[EXERCISE INPUT]

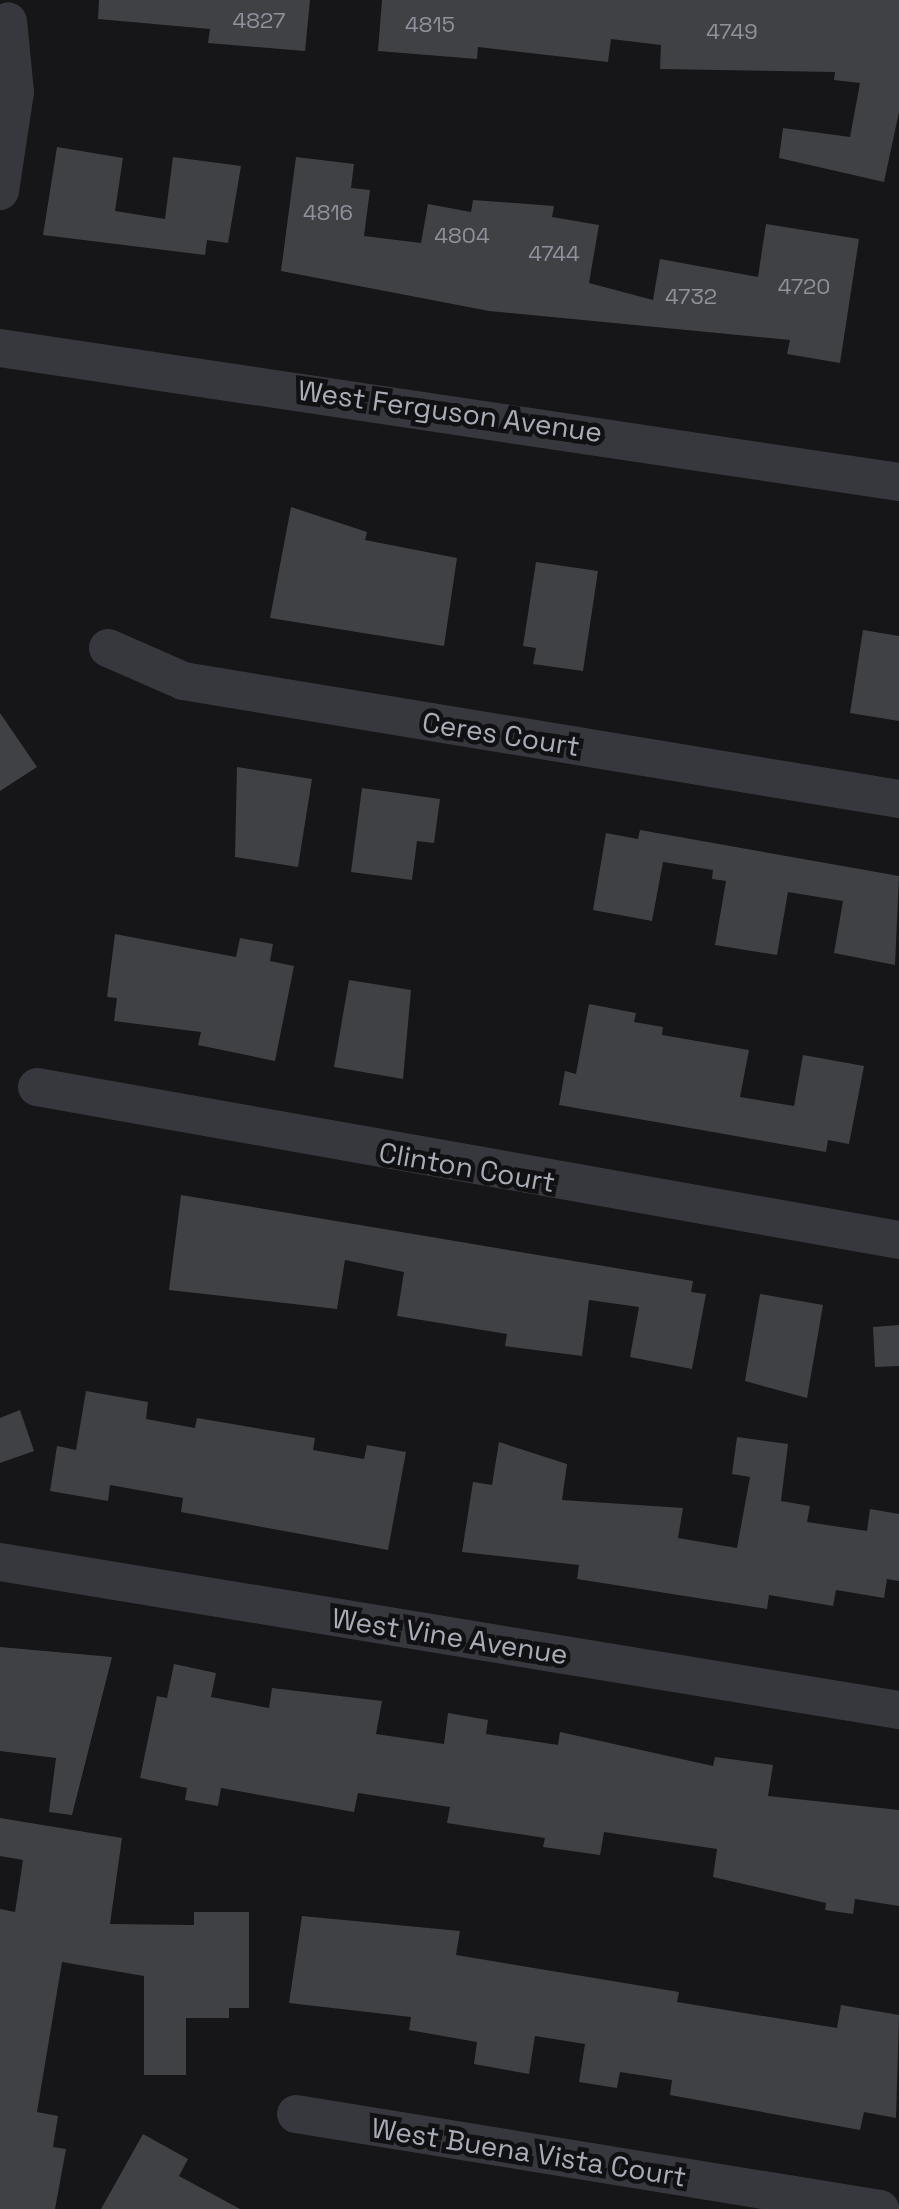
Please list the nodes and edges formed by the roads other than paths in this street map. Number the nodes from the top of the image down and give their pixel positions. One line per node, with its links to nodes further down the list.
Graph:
1 (6, 21): 2 (street)
2 (0, 191)
3 (0, 348): 4 (street, West Ferguson Avenue)
4 (899, 482)
5 (108, 648): 6 (street, Ceres Court)
6 (899, 799)
7 (37, 1087): 8 (street, Clinton Court)
8 (899, 1240)
9 (0, 1562): 10 (street, West Vine Avenue)
10 (899, 1710)
11 (296, 2114): 12 (street, West Buena Vista Court)
12 (880, 2209)

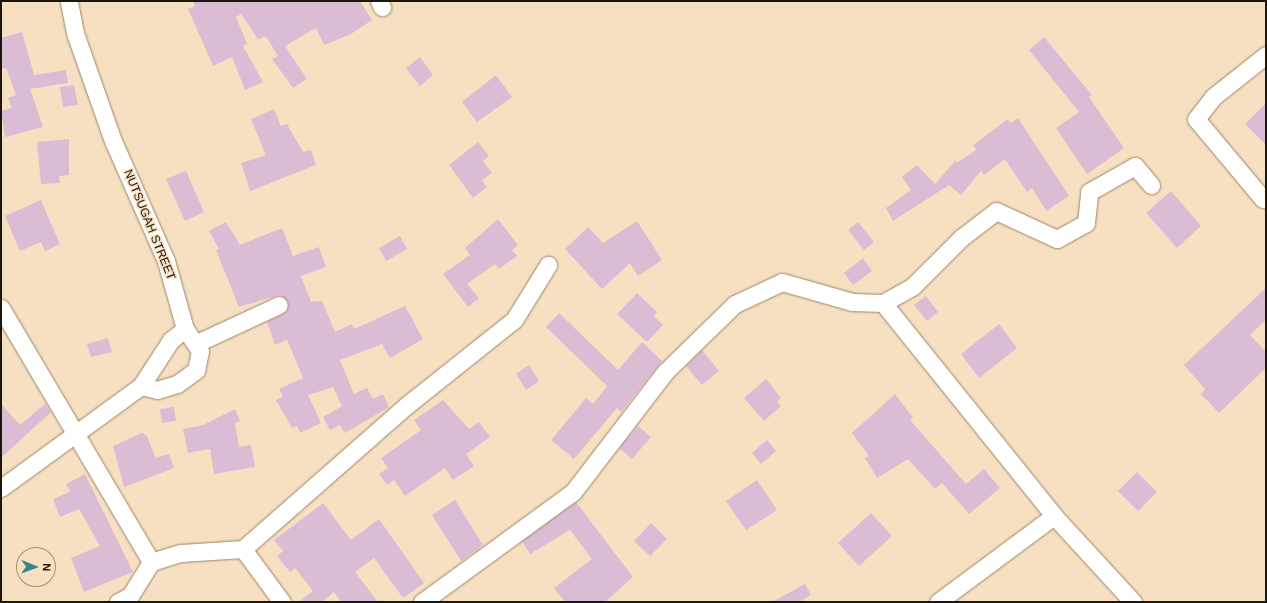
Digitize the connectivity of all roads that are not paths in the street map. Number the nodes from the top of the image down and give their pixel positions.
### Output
1 (69, 1) edge
2 (1266, 55) edge
3 (1151, 185) dead end
4 (1265, 200) edge
5 (548, 264) dead end
6 (883, 303) junction
7 (279, 305) dead end
8 (1, 308) edge
9 (186, 329) junction
10 (197, 343) junction
11 (141, 386) junction
12 (76, 431) junction
13 (1, 488) edge
14 (1054, 516) junction
15 (242, 549) junction
16 (151, 562) junction
17 (118, 602) edge
18 (282, 602) edge
19 (422, 602) edge
20 (938, 602) edge
21 (1133, 602) edge

1 - 9 street, NUTSUGAH STREET
2 - 4 street
3 - 6 street
5 - 15 street
6 - 14 street
6 - 19 street
7 - 10 street
8 - 12 street
9 - 10 street
9 - 11 street
10 - 11 street
11 - 12 street
12 - 13 street
12 - 16 street
14 - 20 street
14 - 21 street
15 - 16 street
15 - 18 street
16 - 17 street

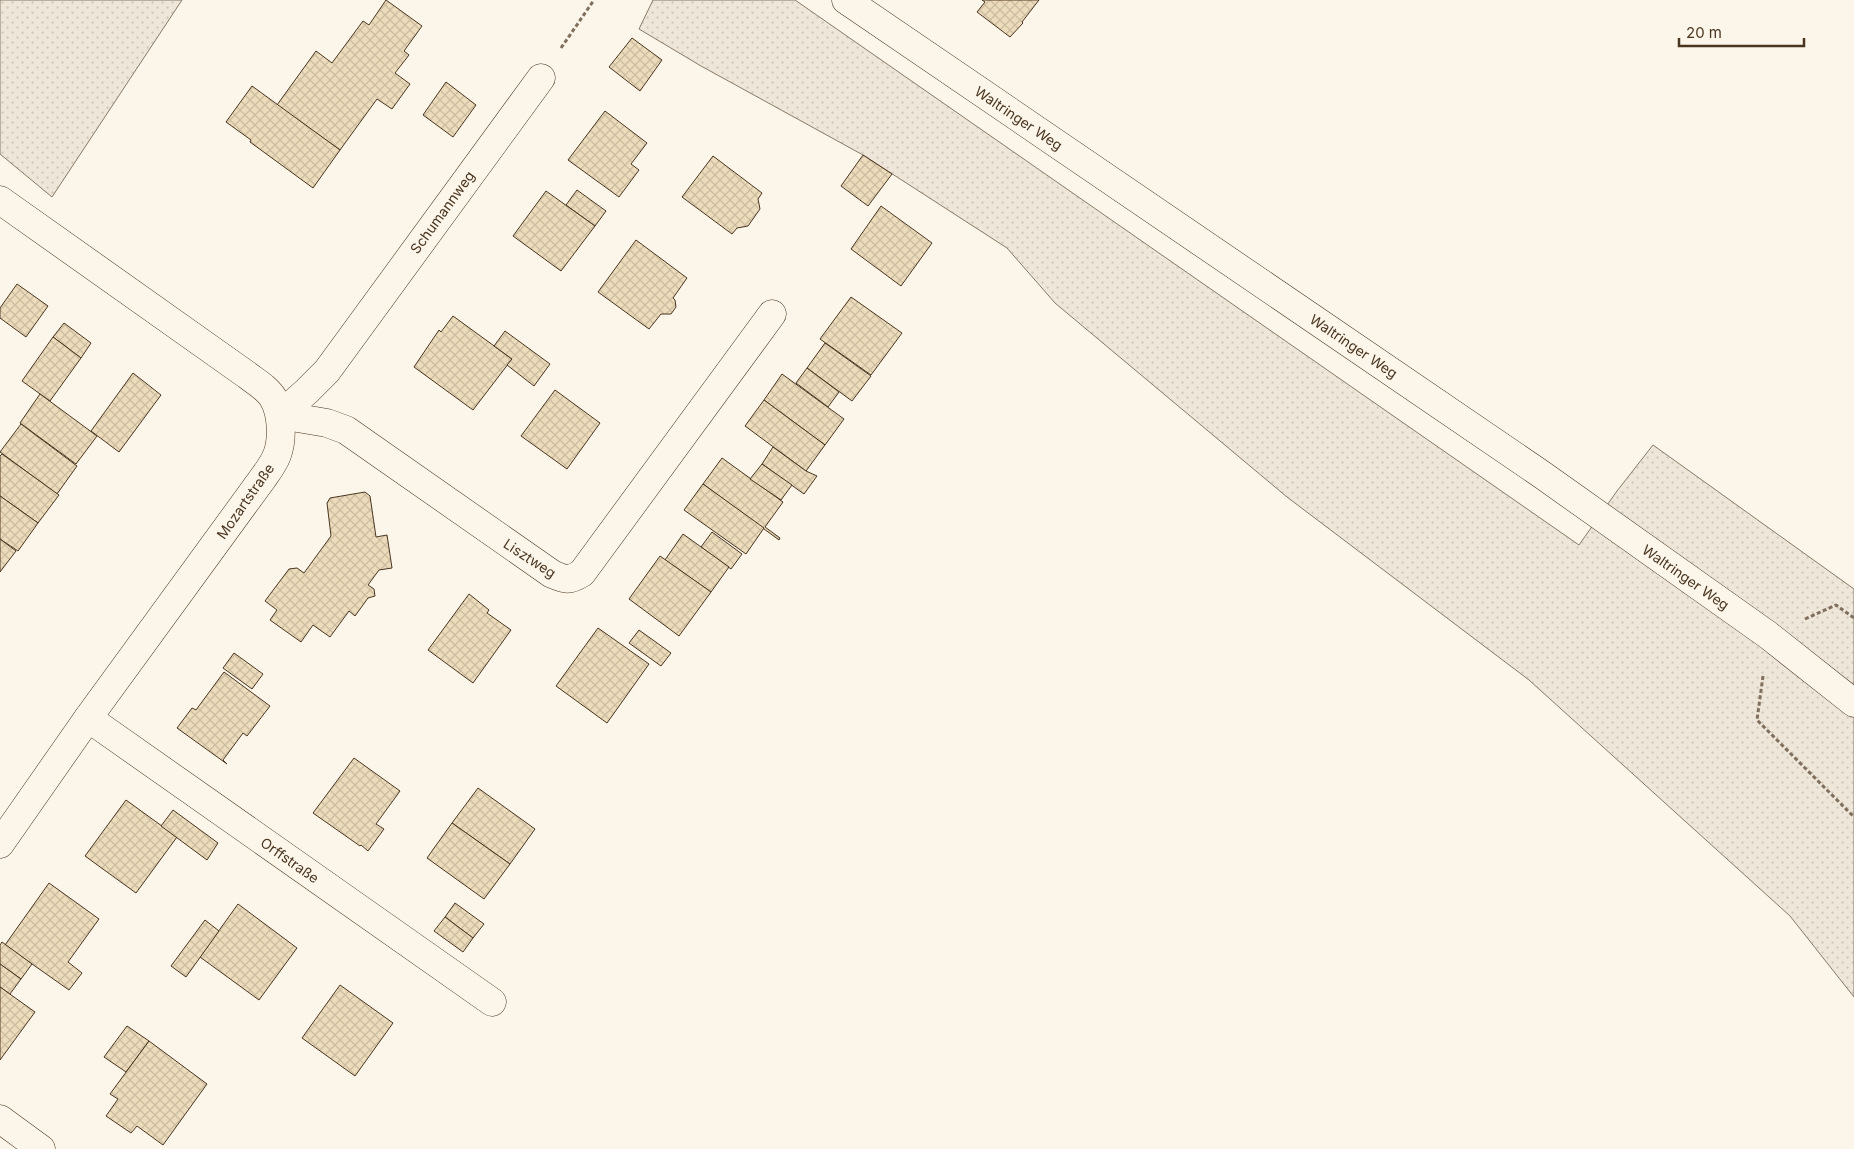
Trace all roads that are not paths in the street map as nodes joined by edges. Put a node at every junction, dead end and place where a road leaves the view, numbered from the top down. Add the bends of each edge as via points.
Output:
1 (846, 0) edge
2 (541, 78) road end
3 (0, 200) edge
4 (772, 314) dead end
5 (280, 415) junction
6 (1854, 703) edge
7 (88, 718) junction
8 (0, 844) edge
9 (492, 1002) dead end
10 (0, 1119) edge
11 (41, 1149) edge

1 - 6 street, Waltringer Weg via 1533,468 1768,635
2 - 5 street, Schumannweg via 327,371
3 - 5 street via 248,375 273,398
4 - 5 street, Lisztweg via 582,573 573,579 565,580 552,574 346,430 327,423
5 - 7 street, Mozartstraße via 277,454 263,478
7 - 8 street, Mozartstraße
7 - 9 street, Orffstraße
10 - 11 street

[/EXERCISE INPUT]

> **TASK BRIEF**
The lines from the one with "Trace all roads" through the final line of the data are to be reproduced exactly, both included, with no other lines.

> **SOLUTION FOR THIS EXERCISE**
Trace all roads that are not paths in the street map as nodes joined by edges. Put a node at every junction, dead end and place where a road leaves the view, numbered from the top down. Add the bends of each edge as via points.
Output:
1 (846, 0) edge
2 (541, 78) road end
3 (0, 200) edge
4 (772, 314) dead end
5 (280, 415) junction
6 (1854, 703) edge
7 (88, 718) junction
8 (0, 844) edge
9 (492, 1002) dead end
10 (0, 1119) edge
11 (41, 1149) edge

1 - 6 street, Waltringer Weg via 1533,468 1768,635
2 - 5 street, Schumannweg via 327,371
3 - 5 street via 248,375 273,398
4 - 5 street, Lisztweg via 582,573 573,579 565,580 552,574 346,430 327,423
5 - 7 street, Mozartstraße via 277,454 263,478
7 - 8 street, Mozartstraße
7 - 9 street, Orffstraße
10 - 11 street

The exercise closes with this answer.